Overview: Stem cells in human urine have the potential to regenerate tissue.
Source: Wake Forest Baptist Medical Center
The researchers at the Wake Forest Institute for Regenerative Medicine (WFIRM), who were the first to determine that stem cells in human urine have the potential for tissue regenerative effects, are continuing their investigation into the power of these cells.
In their latest published study, they focus on how telomerase activity affects the regenerative potential of these and other types of stem cells.
Telomerase is an enzyme essential for the self-renewal and potential of various types of stem cells.
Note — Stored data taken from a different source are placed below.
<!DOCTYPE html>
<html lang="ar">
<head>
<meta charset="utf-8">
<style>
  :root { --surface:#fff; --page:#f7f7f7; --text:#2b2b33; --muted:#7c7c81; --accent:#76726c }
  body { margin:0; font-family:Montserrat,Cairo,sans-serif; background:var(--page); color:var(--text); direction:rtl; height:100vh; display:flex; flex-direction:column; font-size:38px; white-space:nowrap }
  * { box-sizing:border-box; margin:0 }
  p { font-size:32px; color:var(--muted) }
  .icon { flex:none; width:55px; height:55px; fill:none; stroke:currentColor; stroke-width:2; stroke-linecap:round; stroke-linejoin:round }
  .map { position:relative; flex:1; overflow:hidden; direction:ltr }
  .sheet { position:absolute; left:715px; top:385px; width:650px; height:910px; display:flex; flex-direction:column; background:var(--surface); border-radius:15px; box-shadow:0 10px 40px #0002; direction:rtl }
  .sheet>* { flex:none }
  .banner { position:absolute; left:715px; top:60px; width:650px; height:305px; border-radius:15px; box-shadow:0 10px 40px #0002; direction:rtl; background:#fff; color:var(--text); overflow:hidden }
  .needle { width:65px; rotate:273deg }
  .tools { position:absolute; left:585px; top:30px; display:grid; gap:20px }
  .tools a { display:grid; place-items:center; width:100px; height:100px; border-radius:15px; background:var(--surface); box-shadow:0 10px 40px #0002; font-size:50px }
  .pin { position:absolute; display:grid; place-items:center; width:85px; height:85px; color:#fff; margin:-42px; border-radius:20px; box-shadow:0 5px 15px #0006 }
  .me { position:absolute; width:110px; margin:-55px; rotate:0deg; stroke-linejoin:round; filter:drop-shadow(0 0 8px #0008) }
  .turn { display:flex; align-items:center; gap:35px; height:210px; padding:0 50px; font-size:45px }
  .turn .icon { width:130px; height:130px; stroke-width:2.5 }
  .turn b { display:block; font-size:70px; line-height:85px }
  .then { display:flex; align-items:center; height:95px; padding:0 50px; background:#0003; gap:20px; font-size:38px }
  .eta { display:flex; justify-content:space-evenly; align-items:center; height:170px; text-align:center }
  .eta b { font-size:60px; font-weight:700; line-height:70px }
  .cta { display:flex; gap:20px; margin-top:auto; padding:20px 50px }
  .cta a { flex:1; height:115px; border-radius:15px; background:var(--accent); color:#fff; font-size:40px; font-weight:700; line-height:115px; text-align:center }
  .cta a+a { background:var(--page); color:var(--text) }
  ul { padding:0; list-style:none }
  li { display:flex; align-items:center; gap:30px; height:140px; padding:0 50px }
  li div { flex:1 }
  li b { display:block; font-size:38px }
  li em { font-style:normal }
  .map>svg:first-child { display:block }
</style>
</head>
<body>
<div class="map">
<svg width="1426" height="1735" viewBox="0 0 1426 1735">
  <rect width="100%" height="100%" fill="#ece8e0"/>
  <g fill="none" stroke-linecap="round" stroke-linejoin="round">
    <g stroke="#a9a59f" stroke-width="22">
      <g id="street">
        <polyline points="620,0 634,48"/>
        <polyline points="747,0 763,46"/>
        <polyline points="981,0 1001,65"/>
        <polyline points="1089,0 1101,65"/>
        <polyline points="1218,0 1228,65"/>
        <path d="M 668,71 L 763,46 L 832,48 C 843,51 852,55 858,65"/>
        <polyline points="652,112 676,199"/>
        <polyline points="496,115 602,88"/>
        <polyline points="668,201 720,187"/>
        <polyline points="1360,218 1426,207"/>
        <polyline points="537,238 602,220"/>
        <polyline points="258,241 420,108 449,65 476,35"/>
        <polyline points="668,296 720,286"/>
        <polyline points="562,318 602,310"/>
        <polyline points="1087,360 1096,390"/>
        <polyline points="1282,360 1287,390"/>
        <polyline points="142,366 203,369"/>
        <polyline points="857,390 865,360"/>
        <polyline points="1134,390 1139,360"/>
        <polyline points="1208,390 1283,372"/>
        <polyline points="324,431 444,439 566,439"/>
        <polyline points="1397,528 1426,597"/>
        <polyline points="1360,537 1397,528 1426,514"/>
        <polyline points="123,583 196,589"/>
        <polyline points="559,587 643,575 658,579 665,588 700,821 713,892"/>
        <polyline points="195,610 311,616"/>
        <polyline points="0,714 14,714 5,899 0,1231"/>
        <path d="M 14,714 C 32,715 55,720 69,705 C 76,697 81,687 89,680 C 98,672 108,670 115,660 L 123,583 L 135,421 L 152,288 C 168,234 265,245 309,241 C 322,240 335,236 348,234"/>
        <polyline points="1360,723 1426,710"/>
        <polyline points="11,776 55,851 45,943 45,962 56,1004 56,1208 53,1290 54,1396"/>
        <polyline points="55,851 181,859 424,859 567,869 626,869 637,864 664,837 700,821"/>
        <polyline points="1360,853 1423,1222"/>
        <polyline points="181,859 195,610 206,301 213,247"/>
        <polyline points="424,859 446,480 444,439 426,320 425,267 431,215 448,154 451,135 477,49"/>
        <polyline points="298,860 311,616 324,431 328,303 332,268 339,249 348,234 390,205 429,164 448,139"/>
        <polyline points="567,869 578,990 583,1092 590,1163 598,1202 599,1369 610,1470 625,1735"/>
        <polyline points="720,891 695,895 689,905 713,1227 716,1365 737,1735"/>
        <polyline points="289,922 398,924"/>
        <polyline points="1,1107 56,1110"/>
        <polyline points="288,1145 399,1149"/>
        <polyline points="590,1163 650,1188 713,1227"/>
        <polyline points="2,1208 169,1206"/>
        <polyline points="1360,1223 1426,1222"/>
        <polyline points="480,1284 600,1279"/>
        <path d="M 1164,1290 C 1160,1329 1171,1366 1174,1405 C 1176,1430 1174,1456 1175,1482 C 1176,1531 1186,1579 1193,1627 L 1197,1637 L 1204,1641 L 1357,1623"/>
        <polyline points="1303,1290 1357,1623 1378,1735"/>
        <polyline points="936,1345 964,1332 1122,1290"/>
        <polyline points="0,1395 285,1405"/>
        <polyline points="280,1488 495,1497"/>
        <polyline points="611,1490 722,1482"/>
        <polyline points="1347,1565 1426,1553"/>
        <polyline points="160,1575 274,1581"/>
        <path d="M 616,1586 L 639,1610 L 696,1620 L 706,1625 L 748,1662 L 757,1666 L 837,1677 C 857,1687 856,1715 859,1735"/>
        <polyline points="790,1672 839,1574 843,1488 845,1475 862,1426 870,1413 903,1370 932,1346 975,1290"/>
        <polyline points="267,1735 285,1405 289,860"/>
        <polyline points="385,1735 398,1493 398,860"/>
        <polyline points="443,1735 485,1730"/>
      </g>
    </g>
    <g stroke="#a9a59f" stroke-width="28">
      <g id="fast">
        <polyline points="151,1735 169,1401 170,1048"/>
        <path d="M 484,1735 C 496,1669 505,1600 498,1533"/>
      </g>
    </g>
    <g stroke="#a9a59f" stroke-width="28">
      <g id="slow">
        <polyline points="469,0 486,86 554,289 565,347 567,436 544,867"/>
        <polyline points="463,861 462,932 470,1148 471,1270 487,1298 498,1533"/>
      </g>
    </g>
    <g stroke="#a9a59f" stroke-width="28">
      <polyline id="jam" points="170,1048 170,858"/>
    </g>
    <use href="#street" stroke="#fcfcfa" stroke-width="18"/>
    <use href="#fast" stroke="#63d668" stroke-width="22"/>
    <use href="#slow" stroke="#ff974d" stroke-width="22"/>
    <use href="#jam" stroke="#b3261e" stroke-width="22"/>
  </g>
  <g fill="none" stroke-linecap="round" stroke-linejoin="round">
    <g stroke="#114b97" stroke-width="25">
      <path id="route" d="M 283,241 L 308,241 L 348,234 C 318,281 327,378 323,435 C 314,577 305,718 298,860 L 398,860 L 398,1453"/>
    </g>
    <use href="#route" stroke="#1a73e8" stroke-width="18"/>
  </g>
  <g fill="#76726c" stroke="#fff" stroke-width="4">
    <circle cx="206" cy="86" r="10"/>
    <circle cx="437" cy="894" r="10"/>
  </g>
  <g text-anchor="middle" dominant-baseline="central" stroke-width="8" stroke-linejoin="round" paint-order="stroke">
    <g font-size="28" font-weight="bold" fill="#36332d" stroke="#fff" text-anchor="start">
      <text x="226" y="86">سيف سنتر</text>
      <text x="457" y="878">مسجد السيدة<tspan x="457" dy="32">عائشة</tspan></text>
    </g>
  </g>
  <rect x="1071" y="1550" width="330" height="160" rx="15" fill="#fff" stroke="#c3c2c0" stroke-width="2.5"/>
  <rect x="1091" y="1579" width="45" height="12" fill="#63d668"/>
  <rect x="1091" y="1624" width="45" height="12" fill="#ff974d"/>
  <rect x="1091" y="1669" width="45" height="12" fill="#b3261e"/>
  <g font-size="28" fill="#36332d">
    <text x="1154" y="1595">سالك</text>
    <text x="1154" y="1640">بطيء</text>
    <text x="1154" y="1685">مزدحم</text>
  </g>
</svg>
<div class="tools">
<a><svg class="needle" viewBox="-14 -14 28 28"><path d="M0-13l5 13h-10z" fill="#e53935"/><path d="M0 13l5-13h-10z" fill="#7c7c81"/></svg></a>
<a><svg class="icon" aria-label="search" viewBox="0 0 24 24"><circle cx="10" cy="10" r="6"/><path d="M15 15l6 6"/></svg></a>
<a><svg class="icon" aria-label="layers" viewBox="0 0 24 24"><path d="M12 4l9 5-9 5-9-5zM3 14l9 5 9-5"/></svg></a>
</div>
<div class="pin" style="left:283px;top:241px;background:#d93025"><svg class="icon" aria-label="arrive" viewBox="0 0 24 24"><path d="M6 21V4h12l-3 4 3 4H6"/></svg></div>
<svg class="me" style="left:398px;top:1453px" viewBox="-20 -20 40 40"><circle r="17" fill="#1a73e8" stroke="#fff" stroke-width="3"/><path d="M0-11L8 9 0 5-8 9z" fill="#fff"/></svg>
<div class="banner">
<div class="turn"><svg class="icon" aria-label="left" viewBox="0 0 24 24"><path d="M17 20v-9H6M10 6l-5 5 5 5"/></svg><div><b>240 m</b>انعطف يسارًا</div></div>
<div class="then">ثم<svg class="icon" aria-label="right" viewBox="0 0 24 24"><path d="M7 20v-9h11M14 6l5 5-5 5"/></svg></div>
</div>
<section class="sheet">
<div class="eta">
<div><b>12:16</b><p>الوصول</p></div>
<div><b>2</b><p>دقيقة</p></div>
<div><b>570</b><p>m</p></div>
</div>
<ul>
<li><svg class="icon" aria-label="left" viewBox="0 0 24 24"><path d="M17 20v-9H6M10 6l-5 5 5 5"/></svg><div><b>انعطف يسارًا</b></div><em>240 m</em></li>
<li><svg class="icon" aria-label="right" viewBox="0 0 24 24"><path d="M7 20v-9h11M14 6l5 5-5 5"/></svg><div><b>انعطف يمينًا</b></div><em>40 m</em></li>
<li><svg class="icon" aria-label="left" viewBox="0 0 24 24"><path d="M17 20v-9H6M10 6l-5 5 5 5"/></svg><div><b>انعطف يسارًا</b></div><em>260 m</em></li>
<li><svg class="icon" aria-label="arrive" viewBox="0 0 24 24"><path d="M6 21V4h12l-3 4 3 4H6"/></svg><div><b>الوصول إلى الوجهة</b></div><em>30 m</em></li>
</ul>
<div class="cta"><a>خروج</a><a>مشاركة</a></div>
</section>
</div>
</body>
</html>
Telomerase activity is also closely related to longevity.
The research team investigated the regenerative significance of telomerase activity, particularly in terms of characteristic expression of cell surface markers, multipotent differentiation ability, chromosomal stability and safety of in vivo formation of tumors.
Their findings provide a new perspective to evaluate the ability of telomerase-positive human urine-derived stem cells to become a wide variety of other cell types and to be used as an optimal cell source for stem cell therapy or cell-based tissue regeneration.
WFIRM’s Yuanyuan Zhang, Ph.D, lead author of the paper published by: Frontiers in cell and developmental biology, said human urine-derived stem cells can be easily isolated from urine samples, offering distinct advantages over stem cells from other sources, such as bone marrow or adipose tissue, which often require surgical intervention to collect them.
“The ability to use a patient’s own stem cells for therapy is considered beneficial because they do not induce an immune response or rejection,” said WFIRM Director Anthony Atala, MD, who is a co-author of the paper. “In addition, the non-invasive collection method is suitable for rapid clinical translation.”
The study shows that human primary urinary stem cells with positive telomerase activity act as a distinct subpopulation with potential regeneration capacity in both cell growth and the ability to become other cells, Zhang said.
A better understanding of changes in this cell subpopulation over the human lifespan, and how these translate into aging, kidney damage or cancer, among other things, will generally be beneficial.
“As a safe cell source, telomerase-positive human urine-derived stem cells have robust regenerative potential, which could induce better tissue repair,” Zhang said.
The authors declare that the research was conducted without any commercial or financial relationship that could be construed as a potential conflict of interest.
Financing: This work is supported in part by research grants from the National Institutes of Health NIDDK (R21DK071791), (R56DK100669), NIAID (R21AI152832) and (R03AI165170).
Other co-authors include: Yingai Shi, Guihua Liu, Rongpei Wu, David L. Mack, Xiuzhi S. Sun, and Xuan Guan.
About this genetics research news
Original research: Open access.
†Differentiation capacity of human urine-derived stem cells to maintain telomerase activityby Yuanyuan Zhang et al. Frontiers in Cell and Developmental Biology
Differentiation capacity of human urine-derived stem cells to maintain telomerase activity
Telomerase activity is essential for the self-renewal and potential of embryonic, induced pluripotent and cancer stem cells, as well as some somatic stem cells, such as human urine-derived stem cells (USCs). However, it remains unclear how telomerase activity affects the regeneration potential of somatic stem cells.
The aim of this study was to determine the regenerative significance of telomerase activity, in particular to evaluate the expression of cell surface markers, multipotent differentiation ability, chromosomal stability and in vivo tumorigenic transformation, in any clonal population of human primary USCs. A total of 117 USC samples were obtained from 10 healthy male adults (25-57 years old).
Polymerase chain reaction amplification of a telomere repeat was used to identify USCs with positive telomerase activity (USCsTA+†
A total of 80 USCsTA+ (70.2%) were identified from 117 USC clones, but they were not detected in the paired normal bladder smooth muscle cell and bone marrow stromal cell samples. In the age group of 20-40 years, approximately 75% of USC clones showed positive telomerase activity, while in the age group of 50 years, 59.2% of USC clones showed positive telomerase activity. USCsTA+ extended to passage 16, underwent 62.0 ± 4.8 population doublings, produced more cells and was superior for osteogenic, myogenic and uroepithelial differentiation compared to USCsTA−†
Importantly, USCs showed a normal chromosome and no oncological transformation after implantation in vivo†
Overall, as a safe cell source, telomerase-positive USCs have robust regenerative potential in cell proliferation and multipotent differentiation ability.